Interferon gamma (IFNγ) is a dimerized soluble cytokine that is the only member of the type II class of interferons.
Mainly produced by T lymphocytes, activates its corresponding receptor and plays important roles under both homeostatic and inflammatory conditions.
The existence of this interferon, which early in its history was known as immune interferon, was described by E. F. Wheelock as a product of human leukocytes stimulated with phytohemagglutinin, and by others as a product of antigen-stimulated lymphocytes or tuberculin-sensitized mouse peritoneal lymphocytes challenged with PPD; the resulting supernatants were shown to inhibit growth of vesicular stomatitis virus. Those reports also contained the basic observation underlying the now widely employed interferon gamma release assay used to test for tuberculosis. In humans, the IFNγ protein is encoded by the IFNG gene.
Oncolytic herpes simplex virus stimulate immune cells to release cytokines such as Interferon gamma (IFN-γ) during oncolysis, further improve tumor microenvironment (TME) and enhance therapeutic efficacy. IFN-γ plays vital role in the apoptosis of tumor cells and recruitment of tumor-infiltrating T cells. Zhu et al. hypothesized that oncolytic herpes simplex virus-1 (oHSV-1) enhanced the antitumor efficacy of novel CD70-specific chimeric antigen receptor (CAR) T cells by T cell infiltration and IFN-γ release. In this study, oHSV-1 has the potential to stimulate IFN-γ secretion of tumor cells rather than T cell secretion and lead to an increase of T cell activity, as well as CD70-specific CAR T cells can specifically recognize and kill tumor cells in vitro. Specifically, combinational therapy with CD70-specific CAR T and oHSV-1 promotes tumor degradation by enhancing pro-inflammatory circumstances and reducing anti-inflammatory factors in vitro. More importantly, combined therapy generated potent antitumor efficacy, increased the proportion of T cells and natural killer cells in TME, and reduced regulatory T cells and transformed growth factor-β1 expression in orthotopic xenotransplanted animal model of Glioblastoma.
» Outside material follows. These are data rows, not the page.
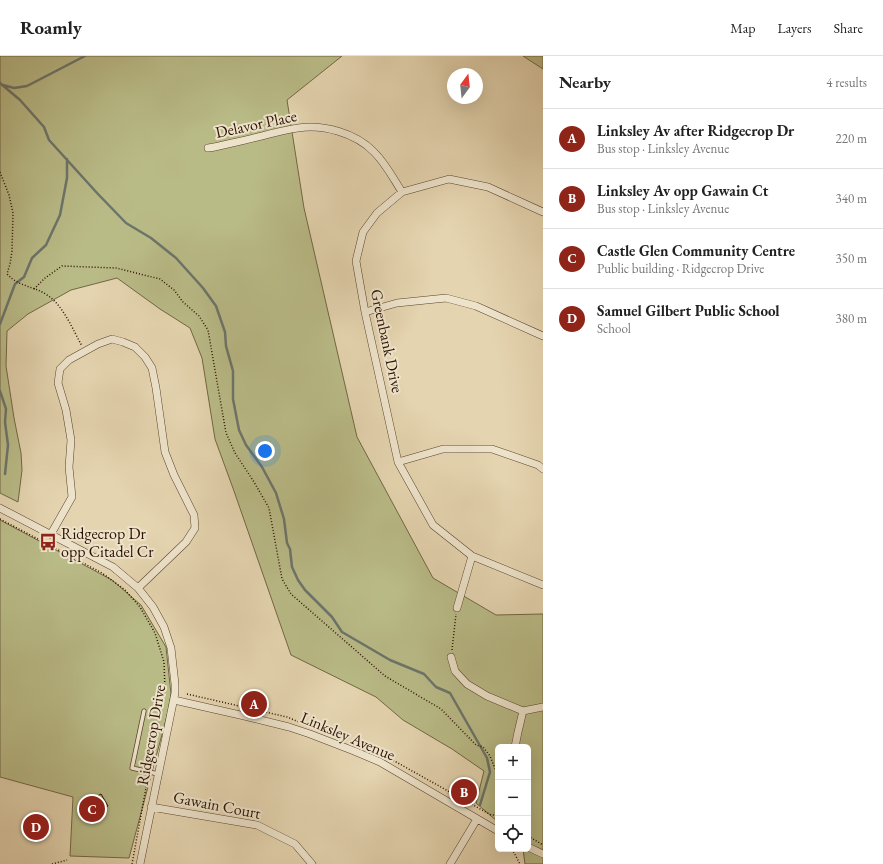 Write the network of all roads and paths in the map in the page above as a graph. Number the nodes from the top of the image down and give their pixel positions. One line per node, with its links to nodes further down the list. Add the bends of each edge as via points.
1 (208, 148): 3 (street, Delavor Place, via 275,132 322,128 359,141 373,151)
2 (0, 172): 5 (path, via 13,213 12,251 7,274 22,285)
3 (402, 192): 4 (street, Greenbank Drive, via 449,179 488,187); 6 (street, Greenbank Drive, via 377,213 364,232 356,261)
4 (543, 212)
5 (34, 289): 8 (path, via 56,303); 24 (path, via 62,266 116,268 160,280 174,290 199,316 208,330 226,433 235,453 270,508 282,579 291,594 385,676 441,709 476,745 483,747)
6 (365, 312): 7 (street, via 397,303 446,298 476,306); 9 (street, Greenbank Drive)
7 (543, 336)
8 (85, 350): 13 (street, via 60,369 58,383 71,440 69,467 72,497); 16 (street, via 112,339 135,347 145,357 152,368 165,452 194,515 195,528 186,542)
9 (398, 462): 10 (street, via 443,449 492,449); 14 (street, Greenbank Drive, via 433,525)
10 (543, 469)
11 (0, 508): 13 (street, Ridgecrop Drive)
12 (0, 519): 25 (path, via 102,573 124,590 140,607 155,633 164,662 165,689)
13 (51, 534): 16 (street, Ridgecrop Drive, via 114,567)
14 (472, 556): 15 (street, Greenbank Drive); 17 (street)
15 (543, 585)
16 (138, 588): 19 (street, Ridgecrop Drive, via 164,627 171,648)
17 (457, 608): 18 (path)
18 (451, 657): 22 (street, via 455,671 468,684 487,696)
19 (174, 700): 26 (street, Ridgecrop Drive); 28 (street, Linksley Avenue, via 271,722 324,739 380,762)
20 (543, 707): 22 (street)
21 (144, 711): 25 (lane, via 132,768)
22 (523, 711): 23 (street)
23 (516, 744)
24 (495, 768)
25 (149, 772): 26 (lane); 37 (path)
26 (159, 774): 27 (street, Ridgecrop Drive)
27 (151, 807): 38 (street, Ridgecrop Drive); 39 (street, Gawain Court, via 257,825 296,844)
28 (477, 819): 29 (street, Linksley Avenue); 40 (street)
29 (495, 829)
30 (531, 838): 31 (path)
31 (543, 845)
32 (531, 848): 34 (street)
33 (514, 852): 41 (path)
34 (543, 854)
35 (67, 860): 36 (path)
36 (52, 864)
37 (132, 864)
38 (140, 864)
39 (312, 864)
40 (450, 864)
41 (520, 864)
In summary, they revealed that oHSV-1 enhance the therapeutic efficacy of CD70-spefific CAR T cells by intratumoral T cell infiltration and IFN-γ release, supporting the use of CAR T therapy in Glioblastoma therapeutic strategies 1).
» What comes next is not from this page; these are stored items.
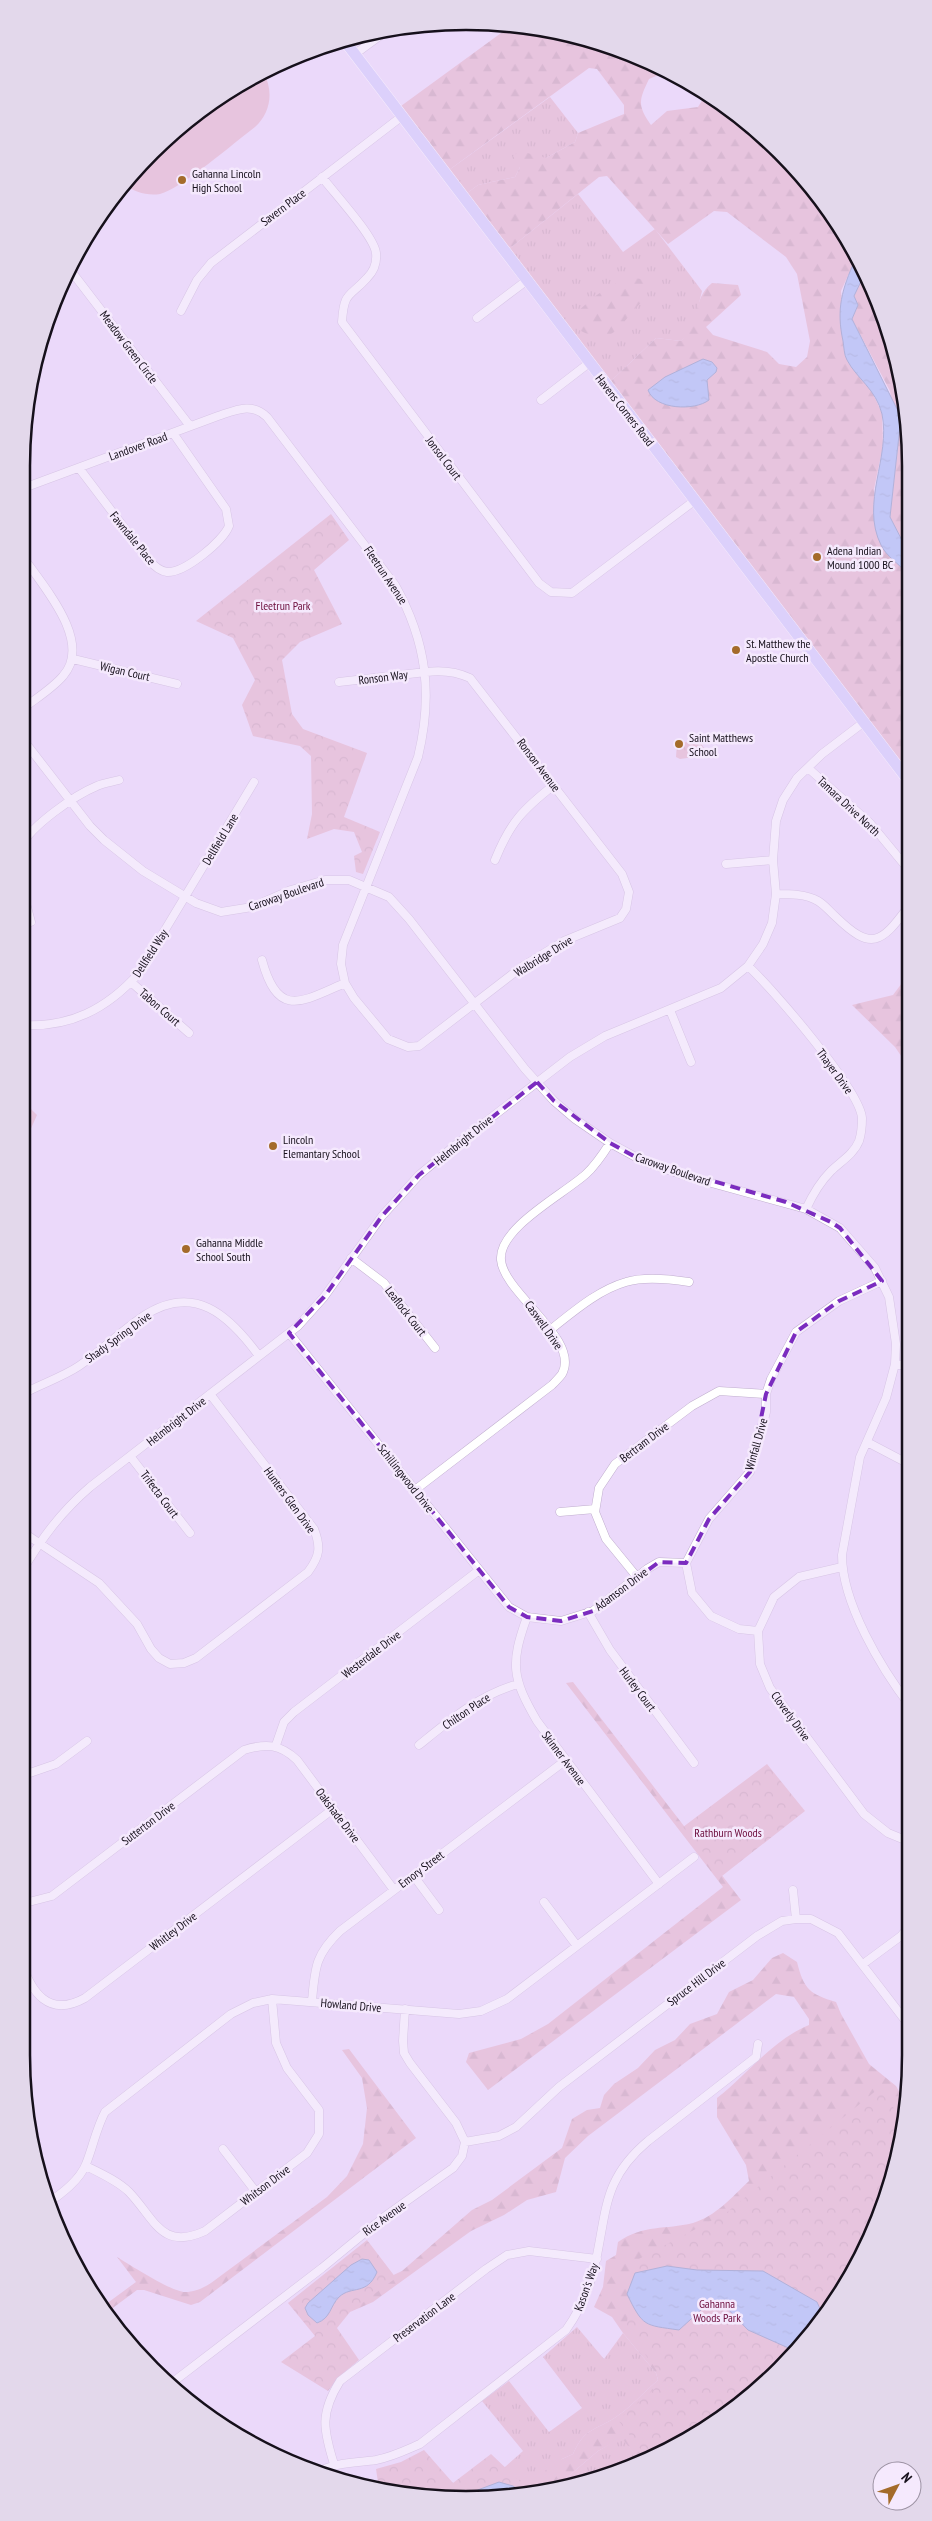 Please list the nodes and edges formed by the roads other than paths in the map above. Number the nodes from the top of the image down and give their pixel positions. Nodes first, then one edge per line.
1 (376, 39) edge
2 (349, 46) edge
3 (355, 54) junction
4 (401, 117) junction
5 (322, 177) junction
6 (74, 275) edge
7 (526, 281) junction
8 (182, 312) dead end
9 (477, 318) dead end
10 (589, 363) junction
11 (541, 400) dead end
12 (255, 409) joint
13 (190, 426) junction
14 (174, 433) junction
15 (79, 468) junction
16 (30, 486) edge
17 (694, 501) junction
18 (30, 567) edge
19 (72, 659) junction
20 (426, 672) junction
21 (339, 682) dead end
22 (177, 684) dead end
23 (30, 703) edge
24 (864, 722) junction
25 (30, 749) edge
26 (808, 768) junction
27 (902, 772) edge
28 (119, 780) dead end
29 (254, 782) dead end
30 (554, 785) junction
31 (71, 802) junction
32 (30, 835) edge
33 (495, 860) dead end
34 (773, 860) junction
35 (902, 862) edge
36 (726, 864) dead end
37 (366, 888) junction
38 (629, 892) joint
39 (776, 894) junction
40 (185, 897) junction
41 (902, 915) edge
42 (30, 918) edge
43 (31, 922) dead end
44 (262, 960) dead end
45 (748, 966) junction
46 (131, 982) junction
47 (345, 983) junction
48 (475, 1004) junction
49 (670, 1010) junction
50 (30, 1026) edge
51 (189, 1033) dead end
52 (691, 1062) dead end
53 (536, 1082) junction
54 (610, 1143) junction
55 (806, 1209) junction
56 (351, 1258) junction
57 (882, 1281) junction
58 (689, 1282) dead end
59 (550, 1330) junction
60 (289, 1333) junction
61 (435, 1348) dead end
62 (260, 1356) junction
63 (895, 1364) junction
64 (902, 1365) edge
65 (30, 1390) edge
66 (210, 1394) junction
67 (766, 1394) junction
68 (867, 1442) junction
69 (130, 1456) junction
70 (902, 1460) edge
71 (415, 1490) junction
72 (595, 1510) junction
73 (560, 1512) dead end
74 (190, 1533) dead end
75 (30, 1537) edge
76 (39, 1543) junction
77 (30, 1558) edge
78 (686, 1563) junction
79 (842, 1567) junction
80 (478, 1571) junction
81 (636, 1577) junction
82 (588, 1612) junction
83 (527, 1617) junction
84 (758, 1631) junction
85 (518, 1684) junction
86 (902, 1693) edge
87 (87, 1741) dead end
88 (276, 1745) junction
89 (419, 1745) dead end
90 (566, 1760) junction
91 (694, 1763) dead end
92 (30, 1773) edge
93 (334, 1809) junction
94 (902, 1839) edge
95 (694, 1857) dead end
96 (413, 1876) junction
97 (659, 1884) junction
98 (394, 1890) junction
99 (792, 1890) dead end
100 (30, 1902) edge
101 (544, 1902) dead end
102 (439, 1910) dead end
103 (796, 1919) junction
104 (902, 1935) edge
105 (577, 1946) junction
106 (863, 1964) junction
107 (30, 1982) edge
108 (272, 1999) junction
109 (312, 2001) junction
110 (405, 2010) junction
111 (902, 2016) edge
112 (758, 2044) dead end
113 (465, 2142) junction
114 (223, 2149) dead end
115 (86, 2166) junction
116 (256, 2192) junction
117 (54, 2198) edge
118 (597, 2260) junction
119 (176, 2380) edge
120 (334, 2464) junction
121 (326, 2468) edge

1 - 3 street
2 - 3 main road, Havens Corners Road
3 - 4 main road, Havens Corners Road
4 - 5 street, Savern Place
4 - 7 main road, Havens Corners Road
5 - 8 street, Savern Place
5 - 17 street, Jonsol Court
6 - 13 street, Meadow Green Circle
7 - 9 street
7 - 10 main road, Havens Corners Road
10 - 11 street
10 - 17 main road, Havens Corners Road
12 - 13 street, Landover Road
12 - 20 street, Fleetrun Avenue
13 - 14 street, Landover Road
14 - 15 street, Landover Road
14 - 15 street, Fawndale Place
15 - 16 street, Landover Road
17 - 24 main road, Havens Corners Road
18 - 19 street
19 - 22 street, Wigan Court
19 - 23 street
20 - 21 street, Ronson Way
20 - 30 street, Ronson Avenue
20 - 37 street, Fleetrun Avenue
24 - 26 street, Helmbright Drive
24 - 27 main road, Havens Corners Road
25 - 31 street, Caroway Boulevard
26 - 34 street, Helmbright Drive
26 - 35 street, Tamara Drive North
28 - 31 street
29 - 40 street, Dellfield Lane
30 - 33 street
30 - 38 street, Ronson Avenue
31 - 32 street
31 - 40 street, Caroway Boulevard
34 - 36 street
34 - 39 street, Helmbright Drive
37 - 40 street, Caroway Boulevard
37 - 47 street, Fleetrun Avenue
37 - 48 street, Caroway Boulevard
38 - 48 street, Walbridge Drive
39 - 41 street
39 - 45 street, Helmbright Drive
40 - 46 street, Dellfield Way
42 - 43 street
44 - 47 street
45 - 49 street, Helmbright Drive
45 - 55 street, Thayer Drive
46 - 50 street, Dellfield Way
46 - 51 street, Tabon Court
47 - 48 street, Walbridge Drive
48 - 53 street, Caroway Boulevard
49 - 52 street
49 - 53 street, Helmbright Drive
53 - 54 street, Caroway Boulevard
53 - 56 street, Helmbright Drive
54 - 55 street, Caroway Boulevard
54 - 59 street, Caswell Drive
55 - 57 street, Caroway Boulevard
56 - 60 street, Helmbright Drive
56 - 61 street, Leaflock Court
57 - 63 street, Caroway Boulevard
57 - 67 street, Winfall Drive
58 - 59 street
59 - 71 street, Caswell Drive
60 - 62 street, Helmbright Drive
60 - 71 street, Schillingwood Drive
62 - 65 street, Shady Spring Drive
62 - 66 street, Helmbright Drive
63 - 64 street
63 - 68 street, Caroway Boulevard
66 - 69 street, Helmbright Drive
66 - 76 street, Hunters Glen Drive
67 - 72 street, Bertram Drive
67 - 78 street, Winfall Drive
68 - 70 street
68 - 79 street, Caroway Boulevard
69 - 74 street, Trifecta Court
69 - 76 street, Helmbright Drive
71 - 80 street, Schillingwood Drive
72 - 73 street
72 - 81 street
75 - 76 street
76 - 77 street, Helmbright Drive
78 - 81 street, Adamson Drive
78 - 84 street
79 - 84 street, Cloverly Drive
79 - 86 street, Caroway Boulevard
80 - 83 street, Schillingwood Drive
80 - 88 street, Westerdale Drive
81 - 82 street, Adamson Drive
82 - 83 street, Adamson Drive
82 - 91 street, Hurley Court
83 - 85 street, Skinner Avenue
84 - 94 street, Cloverly Drive
85 - 89 street, Chilton Place
85 - 90 street, Skinner Avenue
87 - 92 street
88 - 93 street, Oakshade Drive
88 - 100 street, Sutterton Drive
90 - 96 street, Emory Street
90 - 97 street, Skinner Avenue
93 - 98 street, Oakshade Drive
93 - 107 street, Whitley Drive
95 - 97 street, Howland Drive
96 - 98 street, Emory Street
96 - 102 street
97 - 105 street, Howland Drive
98 - 109 street, Emory Street
99 - 103 street
101 - 105 street
103 - 106 street, Spruce Hill Drive
103 - 113 street, Spruce Hill Drive
104 - 106 street
105 - 110 street, Howland Drive
106 - 111 street, Spruce Hill Drive
108 - 109 street, Howland Drive
108 - 115 street, Howland Drive
108 - 116 street, Whitson Drive
109 - 110 street, Howland Drive
110 - 113 street
112 - 118 street, Kason's Way
113 - 119 street, Rice Avenue
114 - 116 street
115 - 116 street, Whitson Drive
115 - 117 street, Howland Drive
118 - 120 street, Kason's Way
118 - 120 street, Preservation Lane
120 - 121 street, Kason's Way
The impact of IFN-γ on the γ-aminobutyric acid (GABA)-mediated currents in the hippocampus, a major brain region involved in the cognitive function, has not been investigated. Here we detected abundant expression of both IFN-γ receptor subunit gene transcripts (Ifngr1 and Ifngr2) in the rat hippocampus by quantitative PCR. In addition, we pre-incubated rat hippocampal slices with IFN-γ (100 ng/ml) and recorded GABA-activated spontaneous and miniature postsynaptic inhibitory currents (sIPSCs and mIPSCs) and tonic currents in hippocampal CA1 pyramidal neurons by the whole-cell patch-clamp method. The pre-incubation with IFN-γ increased the frequency but not the mean amplitude, rise time or decay time of both sIPSCs and mIPSCs in hippocampal CA1 pyramidal neurons, suggesting a presynaptic effect of IFN-γ. Moreover, the GABA-activated tonic currents were enhanced by IFN-γ. In conclusion, the potentiation of GABAergic currents in hippocampal neurons by IFN-γ may contribute to the disturbed neuronal excitability and cognitive dysfunction during neuroinflammation 2).